Really, really

A few days ago I linked to the story of Hadley Marie Nagel, a young woman who is about to come out at the International Debutante Ball at the Waldorf-Astoria. I posted the link because Ms. Nagel is a part of the world I grew up in, and I spend a decent amount of my time both on-line and off trying to convince people that my childhood really happened.

Not that I was a debutante. I wasn’t. That best that can be said about my breeding is that during an argument during the eighth grade a girl in my class said to me, “You can’t talk to me that way, I’m a Daughter of the American Revolution.” In the world of my childhood, she was absolutely, positively typical, and also completely correct. I did it anyway, of course, but it only served to prove the point. Should you want a shorthand version of my childhood, run out and rent Metropolitan immediately.

At any rate, I posted the article about Ms. Nagel not just to showcase the matter of the apparently secret to most people world of socialite culture, but also to make a drive-by statement about my own over-achieving ways, the hothouse of my childhood, and why I really do tend to feel like whatever I’m doing is not enough.

What absolutely shocked me was the responses — all no doubt well intentioned and sincere — my post received. Many people posited that Ms. Nagel must surely be miserable. Or that she has pursued the intellectual and creative activities she has solely due to parental pressure. People spoke snidely of the way the photographs were staged and told me I was surely happier than her.

And to me, it just seemed to weird, since there isn’t a single line in that article that implies Ms. Nagel is unhappy or is controlled by her mother. I’ve been dwelling on the matter for a few days, and have come to a few conclusions:

First, we never do see articles about the exceptional and varied achievements of young men. Ms. Nagel is, as the article presents it (I don’t know her or her family; I can take only the word of the The New York Times) exceptional, and arguably quite worthy of the relatively fluffy piece in question. However, surely young men like Ms. Nagel exist too. But as a culture we never seem to display them like show ponies, do we?

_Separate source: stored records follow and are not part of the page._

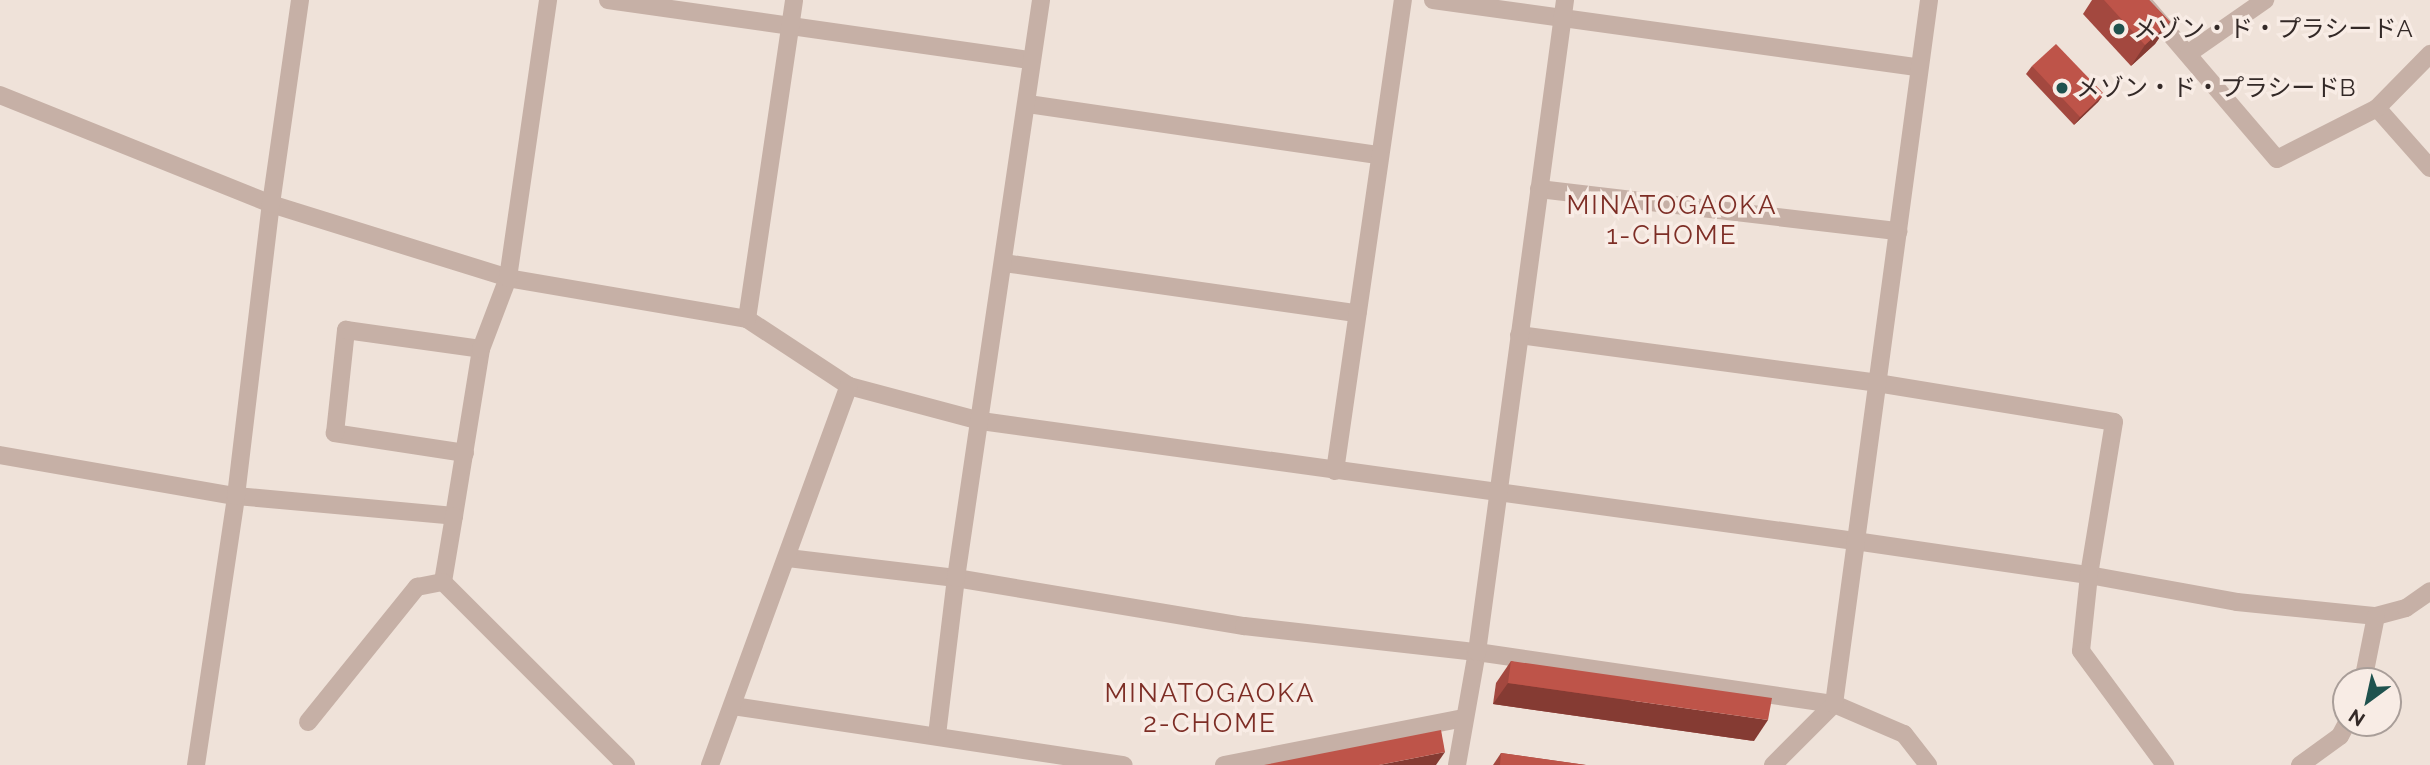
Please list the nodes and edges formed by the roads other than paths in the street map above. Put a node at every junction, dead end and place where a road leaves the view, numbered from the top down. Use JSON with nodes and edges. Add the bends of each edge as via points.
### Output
{"nodes":[{"id":1,"x":300,"y":0,"type":"edge"},
{"id":2,"x":548,"y":0,"type":"edge"},
{"id":3,"x":608,"y":0,"type":"edge"},
{"id":4,"x":794,"y":0,"type":"edge"},
{"id":5,"x":1041,"y":0,"type":"edge"},
{"id":6,"x":1403,"y":0,"type":"edge"},
{"id":7,"x":1433,"y":0,"type":"edge"},
{"id":8,"x":1929,"y":0,"type":"edge"},
{"id":9,"x":2141,"y":0,"type":"edge"},
{"id":10,"x":2265,"y":0,"type":"edge"},
{"id":11,"x":1564,"y":9,"type":"edge"},
{"id":12,"x":791,"y":26,"type":"junction"},
{"id":13,"x":2189,"y":53,"type":"junction"},
{"id":14,"x":2430,"y":54,"type":"edge"},
{"id":15,"x":1032,"y":60,"type":"junction"},
{"id":16,"x":1918,"y":67,"type":"junction"},
{"id":17,"x":0,"y":95,"type":"edge"},
{"id":18,"x":1028,"y":104,"type":"junction"},
{"id":19,"x":2377,"y":108,"type":"junction"},
{"id":20,"x":1379,"y":155,"type":"junction"},
{"id":21,"x":2430,"y":168,"type":"edge"},
{"id":22,"x":1539,"y":189,"type":"junction"},
{"id":23,"x":271,"y":204,"type":"junction"},
{"id":24,"x":1899,"y":231,"type":"junction"},
{"id":25,"x":1004,"y":263,"type":"junction"},
{"id":26,"x":508,"y":278,"type":"junction"},
{"id":27,"x":1357,"y":313,"type":"junction"},
{"id":28,"x":747,"y":319,"type":"junction"},
{"id":29,"x":1519,"y":335,"type":"junction"},
{"id":30,"x":481,"y":348,"type":"junction"},
{"id":31,"x":1877,"y":383,"type":"junction"},
{"id":32,"x":849,"y":386,"type":"junction"},
{"id":33,"x":981,"y":421,"type":"junction"},
{"id":34,"x":465,"y":453,"type":"junction"},
{"id":35,"x":0,"y":455,"type":"edge"},
{"id":36,"x":1335,"y":471,"type":"junction"},
{"id":37,"x":1497,"y":494,"type":"junction"},
{"id":38,"x":236,"y":496,"type":"junction"},
{"id":39,"x":454,"y":516,"type":"junction"},
{"id":40,"x":1856,"y":541,"type":"junction"},
{"id":41,"x":788,"y":558,"type":"junction"},
{"id":42,"x":2089,"y":575,"type":"junction"},
{"id":43,"x":956,"y":578,"type":"junction"},
{"id":44,"x":443,"y":582,"type":"junction"},
{"id":45,"x":2430,"y":592,"type":"edge"},
{"id":46,"x":2375,"y":616,"type":"junction"},
{"id":47,"x":1477,"y":652,"type":"junction"},
{"id":48,"x":2366,"y":667,"type":"edge"},
{"id":49,"x":1834,"y":704,"type":"junction"},
{"id":50,"x":733,"y":706,"type":"junction"},
{"id":51,"x":1464,"y":718,"type":"junction"},
{"id":52,"x":308,"y":722,"type":"dead end"},
{"id":53,"x":937,"y":735,"type":"junction"},
{"id":54,"x":2339,"y":737,"type":"edge"},
{"id":55,"x":196,"y":765,"type":"edge"},
{"id":56,"x":626,"y":765,"type":"edge"},
{"id":57,"x":710,"y":765,"type":"edge"},
{"id":58,"x":1124,"y":765,"type":"edge"},
{"id":59,"x":1224,"y":765,"type":"edge"},
{"id":60,"x":1457,"y":765,"type":"edge"},
{"id":61,"x":1773,"y":765,"type":"edge"},
{"id":62,"x":1928,"y":765,"type":"edge"},
{"id":63,"x":2165,"y":765,"type":"edge"},
{"id":64,"x":2300,"y":765,"type":"edge"}],
"edges":[{"from":1,"to":23,"type":"street"},
{"from":2,"to":26,"type":"street"},
{"from":3,"to":12,"type":"street"},
{"from":4,"to":12,"type":"street"},
{"from":5,"to":15,"type":"street"},
{"from":6,"to":20,"type":"street"},
{"from":7,"to":11,"type":"street"},
{"from":8,"to":16,"type":"street"},
{"from":9,"to":13,"type":"street"},
{"from":10,"to":13,"type":"street"},
{"from":11,"to":16,"type":"street"},
{"from":11,"to":22,"type":"street"},
{"from":12,"to":15,"type":"street"},
{"from":12,"to":28,"type":"street"},
{"from":13,"to":19,"type":"street","via":[[2277,159]]},
{"from":14,"to":19,"type":"street"},
{"from":15,"to":18,"type":"street"},
{"from":16,"to":24,"type":"street"},
{"from":17,"to":23,"type":"street"},
{"from":18,"to":20,"type":"street"},
{"from":18,"to":25,"type":"street"},
{"from":19,"to":21,"type":"street"},
{"from":20,"to":27,"type":"street"},
{"from":22,"to":24,"type":"street"},
{"from":22,"to":29,"type":"street"},
{"from":23,"to":26,"type":"street"},
{"from":23,"to":38,"type":"street"},
{"from":24,"to":31,"type":"street"},
{"from":25,"to":27,"type":"street"},
{"from":25,"to":33,"type":"street"},
{"from":26,"to":28,"type":"street"},
{"from":26,"to":30,"type":"street"},
{"from":27,"to":36,"type":"street"},
{"from":28,"to":32,"type":"street"},
{"from":29,"to":31,"type":"street"},
{"from":29,"to":37,"type":"street"},
{"from":30,"to":34,"type":"street"},
{"from":30,"to":34,"type":"street","via":[[346,330],[335,433]]},
{"from":31,"to":40,"type":"street"},
{"from":31,"to":42,"type":"street","via":[[2114,422]]},
{"from":32,"to":33,"type":"street"},
{"from":32,"to":41,"type":"street"},
{"from":33,"to":36,"type":"street"},
{"from":33,"to":43,"type":"street"},
{"from":34,"to":39,"type":"street"},
{"from":35,"to":38,"type":"street"},
{"from":36,"to":37,"type":"street"},
{"from":37,"to":40,"type":"street"},
{"from":37,"to":47,"type":"street"},
{"from":38,"to":39,"type":"street"},
{"from":38,"to":55,"type":"street"},
{"from":39,"to":44,"type":"street"},
{"from":40,"to":42,"type":"street"},
{"from":40,"to":49,"type":"street"},
{"from":41,"to":43,"type":"street"},
{"from":41,"to":50,"type":"street"},
{"from":42,"to":46,"type":"street","via":[[2237,602]]},
{"from":42,"to":63,"type":"street","via":[[2081,651]]},
{"from":43,"to":47,"type":"street","via":[[1244,626]]},
{"from":43,"to":53,"type":"street"},
{"from":44,"to":52,"type":"street","via":[[417,587]]},
{"from":44,"to":56,"type":"street"},
{"from":45,"to":46,"type":"street","via":[[2406,608]]},
{"from":46,"to":48,"type":"street"},
{"from":47,"to":49,"type":"street"},
{"from":47,"to":51,"type":"street"},
{"from":49,"to":61,"type":"street"},
{"from":49,"to":62,"type":"street","via":[[1903,734]]},
{"from":50,"to":53,"type":"street"},
{"from":50,"to":57,"type":"street"},
{"from":51,"to":59,"type":"street"},
{"from":51,"to":60,"type":"street"},
{"from":53,"to":58,"type":"street"},
{"from":54,"to":64,"type":"street"}]}
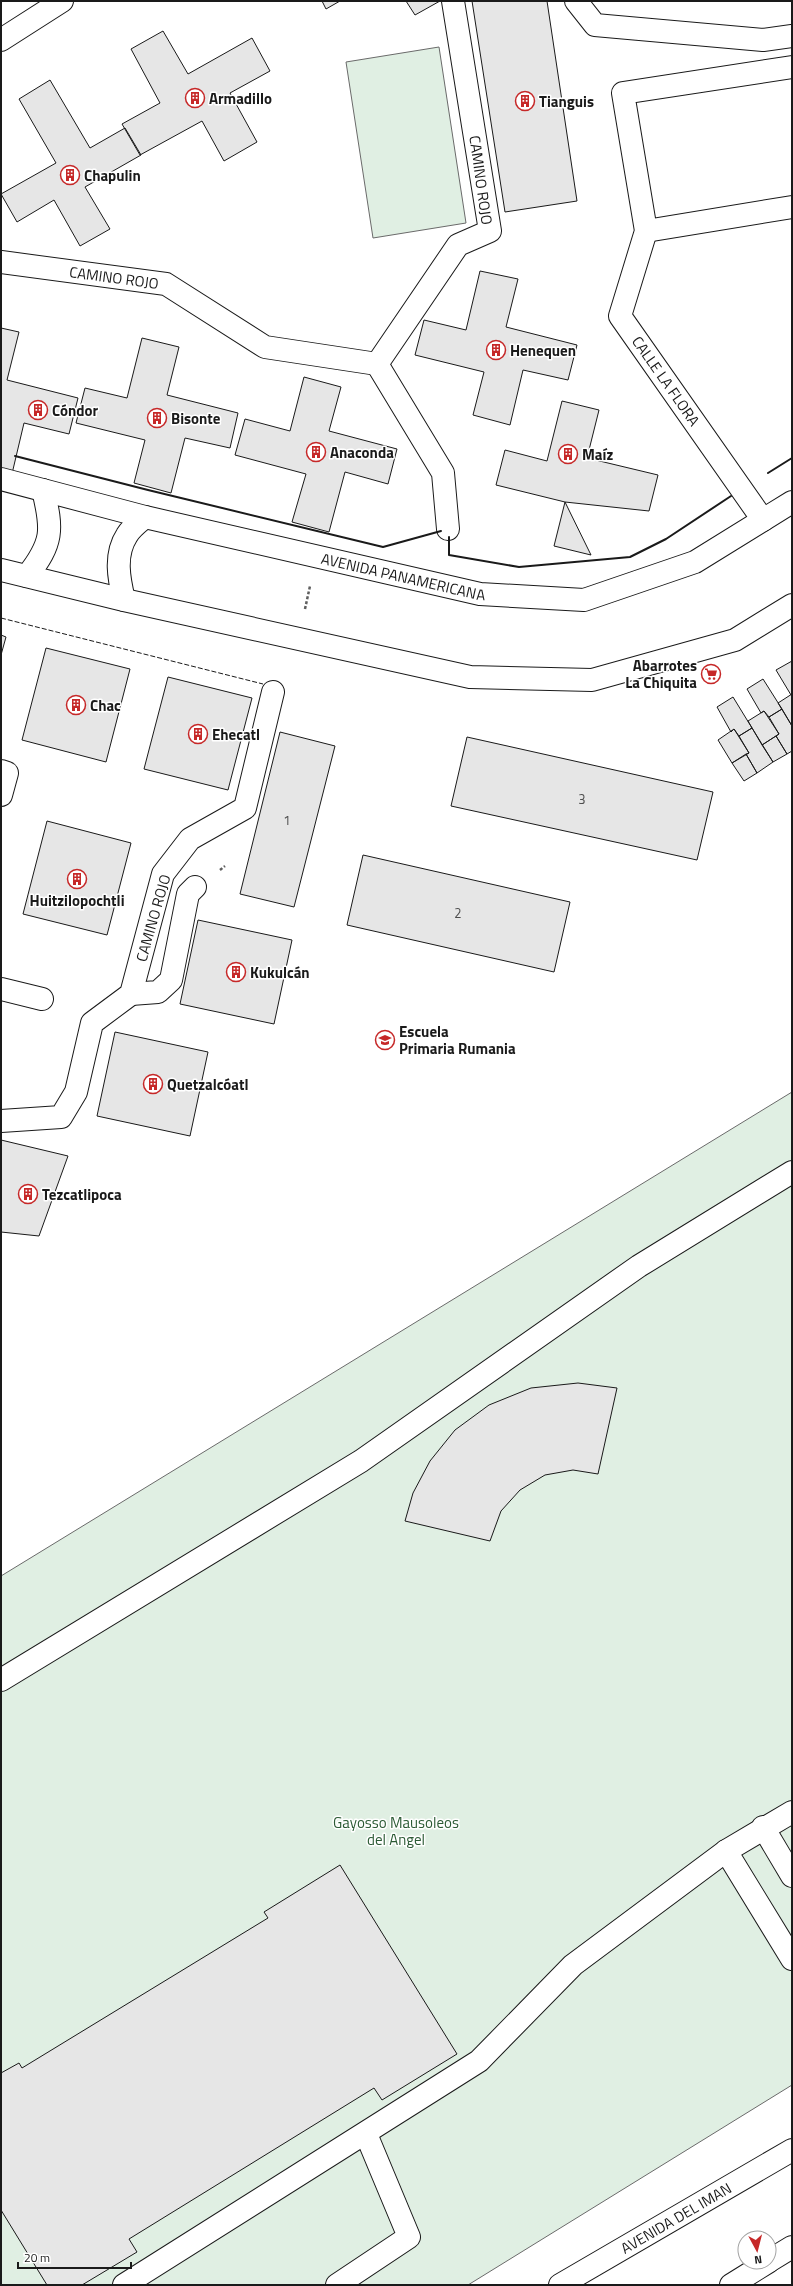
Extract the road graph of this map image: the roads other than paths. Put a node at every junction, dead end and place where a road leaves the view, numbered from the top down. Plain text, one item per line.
1 (62, 1) edge
2 (453, 1) edge
3 (576, 1) edge
4 (792, 36) edge
5 (1, 40) edge
6 (792, 67) edge
7 (792, 207) edge
8 (646, 231) junction
9 (1, 262) edge
10 (377, 364) junction
11 (1, 479) edge
12 (43, 490) junction
13 (792, 502) edge
14 (145, 517) junction
15 (763, 520) junction
16 (448, 529) dead end
17 (1, 570) edge
18 (27, 576) junction
19 (124, 600) junction
20 (792, 605) edge
21 (273, 692) dead end
22 (1, 771) edge
23 (1, 794) edge
24 (195, 887) dead end
25 (1, 989) edge
26 (131, 994) junction
27 (42, 999) dead end
28 (1, 1121) edge
29 (792, 1172) edge
30 (1, 1680) edge
31 (792, 1812) edge
32 (763, 1827) junction
33 (726, 1851) junction
34 (792, 1876) edge
35 (792, 1958) edge
36 (366, 2134) junction
37 (792, 2150) edge
38 (792, 2246) edge
39 (777, 2256) edge
40 (755, 2270) edge
41 (124, 2285) edge
42 (337, 2285) edge
43 (560, 2285) edge
44 (731, 2285) edge

1 - 5 street
2 - 10 street, CAMINO ROJO
3 - 4 street
6 - 8 street, CALLE LA FLORA
7 - 8 street
8 - 15 street, CALLE LA FLORA
9 - 10 street, CAMINO ROJO
10 - 16 street
11 - 12 street, AVENIDA PANAMERICANA
12 - 14 street, AVENIDA PANAMERICANA
12 - 18 street
13 - 15 street, AVENIDA PANAMERICANA
14 - 15 street, AVENIDA PANAMERICANA
14 - 19 street
17 - 18 street
18 - 19 street
19 - 20 street
21 - 26 street, CAMINO ROJO
22 - 23 street
24 - 26 street, CAMINO ROJO
25 - 27 street
26 - 28 street
29 - 30 street
31 - 32 street
32 - 33 street
32 - 34 street
33 - 35 street
33 - 36 street
36 - 41 street
36 - 42 street
37 - 43 street, AVENIDA DEL IMAN
38 - 39 street
40 - 44 street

Second, while I have neither Ms. Nagel’s breeding or wealth, and therefore had somewhat less opportunity that her growing up (although I would argue I was more hampered by social awkwardness and not being P&G pretty because we are a “pretty girls are good girls” society), I’m not that different than Ms. Nagel. That’s sort of a weird thing for me to say, considering I first linked to her story as a way to tell people about how and why I feel inferior.

But the fact remains that I am a relatively successful overachiever. I’ve been in feature films, have a book out, have published essays, fiction and poetry in places of note. Have been and continue to be successful as a scholar despite a lack of training in that regard. Raised $6K to create a musical. Ran away to Australia to study acting. I have sampled and been reasonably competent at a wide range of somewhat obscure or rarefied activities. Let’s also not forget the travel all over the place all the time, often for professional reasons (and if not mine, then my partner’s whose adventures are even wider ranging than my own). Finally, let it be said, that even with its somewhat narrow appeal, I have a remarkable face.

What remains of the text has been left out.